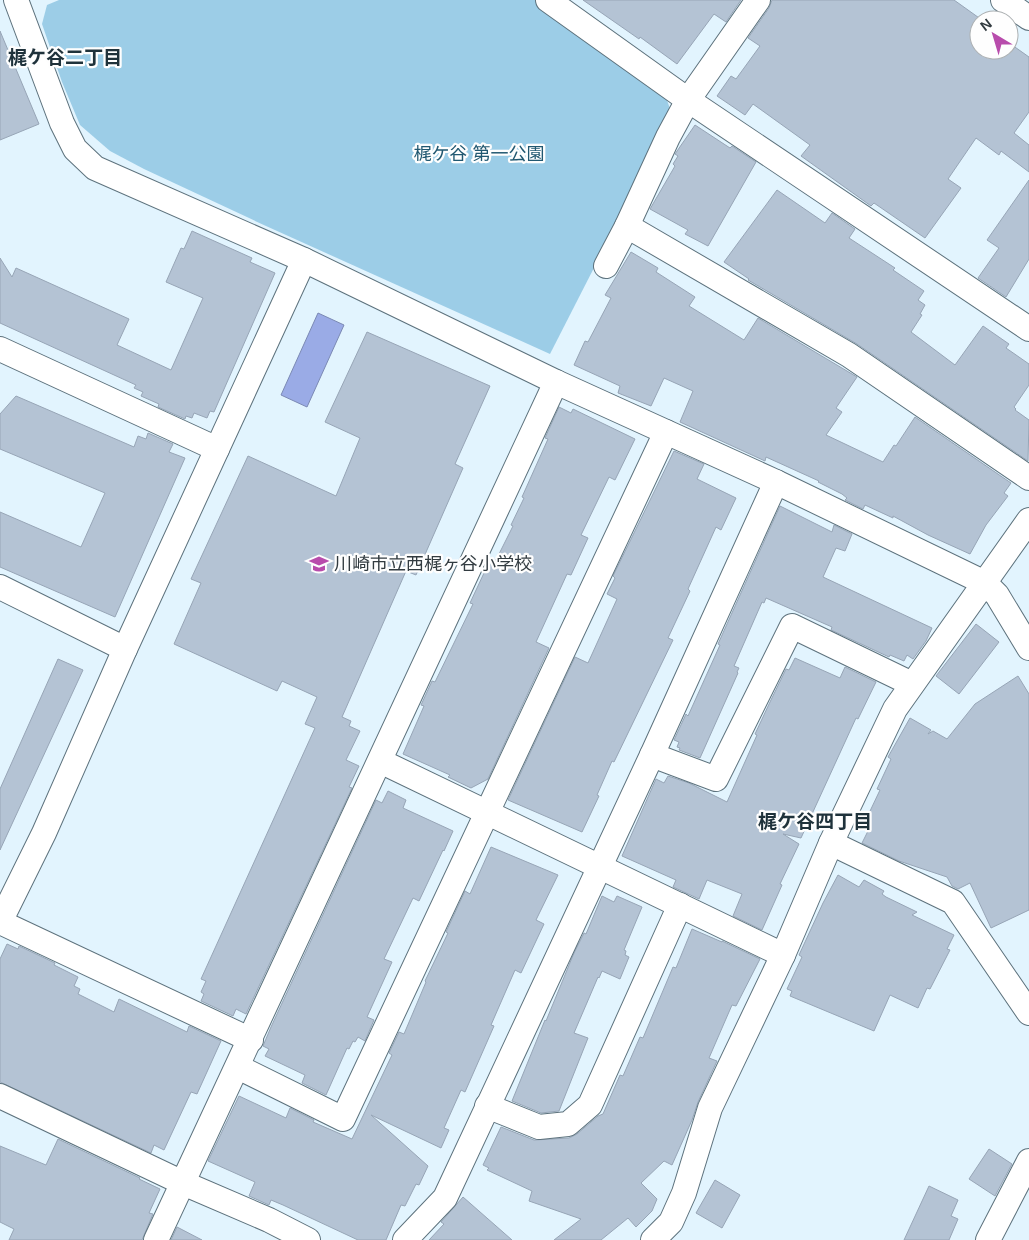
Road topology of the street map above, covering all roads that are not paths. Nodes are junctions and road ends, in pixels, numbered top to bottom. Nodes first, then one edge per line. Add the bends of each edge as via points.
1 (548, 0) edge
2 (758, 0) edge
3 (1003, 0) edge
4 (15, 3) edge
5 (1029, 18) edge
6 (688, 100) junction
7 (627, 226) junction
8 (304, 260) junction
9 (606, 266) dead end
10 (1029, 329) edge
11 (0, 349) edge
12 (556, 382) junction
13 (666, 432) junction
14 (217, 449) junction
15 (1029, 478) edge
16 (776, 482) junction
17 (1029, 520) edge
18 (985, 583) junction
19 (0, 586) edge
20 (1029, 648) edge
21 (125, 649) junction
22 (912, 684) junction
23 (652, 755) junction
24 (380, 760) junction
25 (488, 813) junction
26 (831, 843) junction
27 (598, 866) junction
28 (680, 905) junction
29 (783, 955) junction
30 (1029, 1013) edge
31 (251, 1040) junction
32 (238, 1067) junction
33 (0, 1096) edge
34 (487, 1106) junction
35 (1029, 1161) edge
36 (183, 1183) junction
37 (156, 1240) edge
38 (308, 1240) edge
39 (405, 1240) edge
40 (654, 1240) edge
41 (988, 1240) edge

1 - 6 street
2 - 6 street
3 - 5 street
4 - 8 street via 62,123 75,149 95,168
6 - 7 street
6 - 10 street
7 - 9 street
7 - 15 street via 849,355
8 - 12 street
8 - 14 street
11 - 14 street
12 - 13 street
12 - 24 street
13 - 16 street
13 - 25 street
14 - 21 street
16 - 18 street
16 - 23 street
17 - 18 street
18 - 20 street via 997,595
18 - 22 street
19 - 21 street
21 - 31 street via 44,833 0,922
22 - 23 street via 792,626 716,779
22 - 26 street via 895,709
23 - 27 street
24 - 25 street
24 - 31 street
25 - 27 street
25 - 32 street via 343,1119
26 - 29 street
26 - 30 street via 953,902
27 - 28 street
27 - 34 street
28 - 29 street
28 - 34 street via 590,1105 568,1124 539,1127
29 - 40 street via 710,1108 684,1193 671,1222
31 - 32 street
32 - 36 street
33 - 36 street
34 - 39 street via 445,1198
35 - 41 street
36 - 37 street
36 - 38 street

----------

TASK GOAL: Exclude every image and return the material above exactly.

RESPONSE TO THIS TASK:
Road topology of the street map above, covering all roads that are not paths. Nodes are junctions and road ends, in pixels, numbered top to bottom. Nodes first, then one edge per line. Add the bends of each edge as via points.
1 (548, 0) edge
2 (758, 0) edge
3 (1003, 0) edge
4 (15, 3) edge
5 (1029, 18) edge
6 (688, 100) junction
7 (627, 226) junction
8 (304, 260) junction
9 (606, 266) dead end
10 (1029, 329) edge
11 (0, 349) edge
12 (556, 382) junction
13 (666, 432) junction
14 (217, 449) junction
15 (1029, 478) edge
16 (776, 482) junction
17 (1029, 520) edge
18 (985, 583) junction
19 (0, 586) edge
20 (1029, 648) edge
21 (125, 649) junction
22 (912, 684) junction
23 (652, 755) junction
24 (380, 760) junction
25 (488, 813) junction
26 (831, 843) junction
27 (598, 866) junction
28 (680, 905) junction
29 (783, 955) junction
30 (1029, 1013) edge
31 (251, 1040) junction
32 (238, 1067) junction
33 (0, 1096) edge
34 (487, 1106) junction
35 (1029, 1161) edge
36 (183, 1183) junction
37 (156, 1240) edge
38 (308, 1240) edge
39 (405, 1240) edge
40 (654, 1240) edge
41 (988, 1240) edge

1 - 6 street
2 - 6 street
3 - 5 street
4 - 8 street via 62,123 75,149 95,168
6 - 7 street
6 - 10 street
7 - 9 street
7 - 15 street via 849,355
8 - 12 street
8 - 14 street
11 - 14 street
12 - 13 street
12 - 24 street
13 - 16 street
13 - 25 street
14 - 21 street
16 - 18 street
16 - 23 street
17 - 18 street
18 - 20 street via 997,595
18 - 22 street
19 - 21 street
21 - 31 street via 44,833 0,922
22 - 23 street via 792,626 716,779
22 - 26 street via 895,709
23 - 27 street
24 - 25 street
24 - 31 street
25 - 27 street
25 - 32 street via 343,1119
26 - 29 street
26 - 30 street via 953,902
27 - 28 street
27 - 34 street
28 - 29 street
28 - 34 street via 590,1105 568,1124 539,1127
29 - 40 street via 710,1108 684,1193 671,1222
31 - 32 street
32 - 36 street
33 - 36 street
34 - 39 street via 445,1198
35 - 41 street
36 - 37 street
36 - 38 street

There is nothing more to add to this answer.